千田波空斗が駆け寄り、すぐに拘束具を確認する。
筒井俊旭
まだ動かんでええよ〜絆組が上のん潰してくれてるから
筒井俊旭が周囲を確認しながら言う。
山本龍人
……っ、良かった
龍人は力が抜けたように息を吐いた。
竹野世梛
よう頑張ったなー!えらいやーん
世梛が、しゃがみ込んで視線を合わせる。
声はいつも通り、元気で。

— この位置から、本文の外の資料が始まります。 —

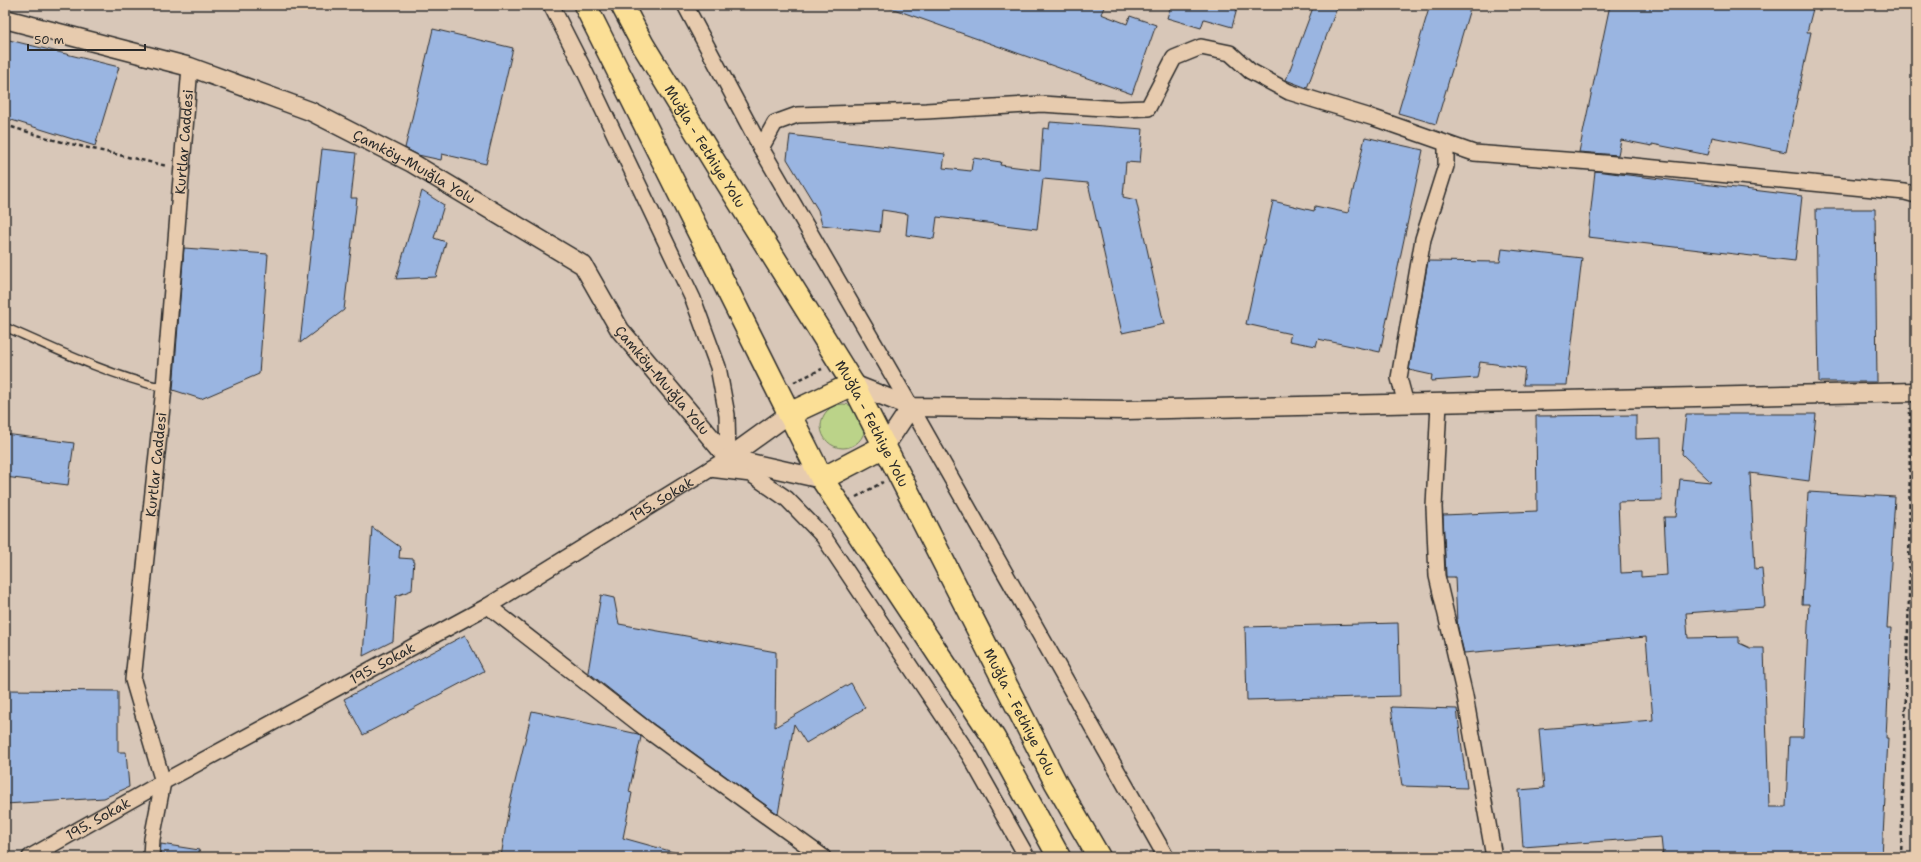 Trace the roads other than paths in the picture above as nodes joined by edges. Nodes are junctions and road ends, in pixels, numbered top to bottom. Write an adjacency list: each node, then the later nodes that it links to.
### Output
1 (551, 5): 19 (street)
2 (586, 5): 17 (highway)
3 (622, 5): 11 (highway, Muğla - Fethiye Yolu)
4 (685, 5): 8 (street)
5 (5, 19): 6 (street, Çamköy-Muığla Yolu)
6 (190, 67): 12 (street, Kurtlar Caddesi); 19 (street, Çamköy-Muığla Yolu)
7 (1446, 144): 8 (street); 9 (street); 15 (street)
8 (761, 148): 16 (street)
9 (1916, 195)
10 (5, 327): 12 (lane)
11 (853, 384): 16 (street); 17 (highway); 18 (highway, Muğla - Fethiye Yolu)
12 (164, 388): 23 (street, Kurtlar Caddesi)
13 (1913, 392): 14 (street)
14 (1439, 403): 15 (street); 31 (street)
15 (1406, 404): 16 (street)
16 (911, 408): 18 (street); 30 (street)
17 (789, 414): 19 (street); 21 (highway)
18 (886, 446): 21 (highway); 29 (highway, Muğla - Fethiye Yolu)
19 (728, 458): 20 (street, 195. Sokak); 21 (street)
20 (710, 469): 22 (street, 195. Sokak); 27 (street)
21 (822, 480): 28 (highway)
22 (488, 606): 23 (street, 195. Sokak); 26 (street)
23 (163, 782): 24 (street, 195. Sokak); 25 (street, Kurtlar Caddesi)
24 (30, 857)
25 (151, 857)
26 (823, 857)
27 (1027, 857)
28 (1059, 857)
29 (1098, 857)
30 (1166, 857)
31 (1494, 857)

しかし、穏やかだった。
山本龍人
……ごめ、ん…… 足、引っ張って……
龍人が掠れた声で呟けば
阿久根温世
何言うてんねん、そんなん一生言なや
志賀李玖
そだよ〜龍ちゃんが耐えてくれなかったら話にならなかったからね
温世と李玖が頭を撫でる。
八神遼介
そうそう。龍人がいなきゃ盛り上がんないの
八神遼介も後ろから言う。
その軽口に、龍人の目が少し潤む。
中村旺太郎
帰ろう
中村旺太郎
もう、終わりだ
旺太郎はそれだけ言って、上着を脱ぎ、龍人の肩にかけた。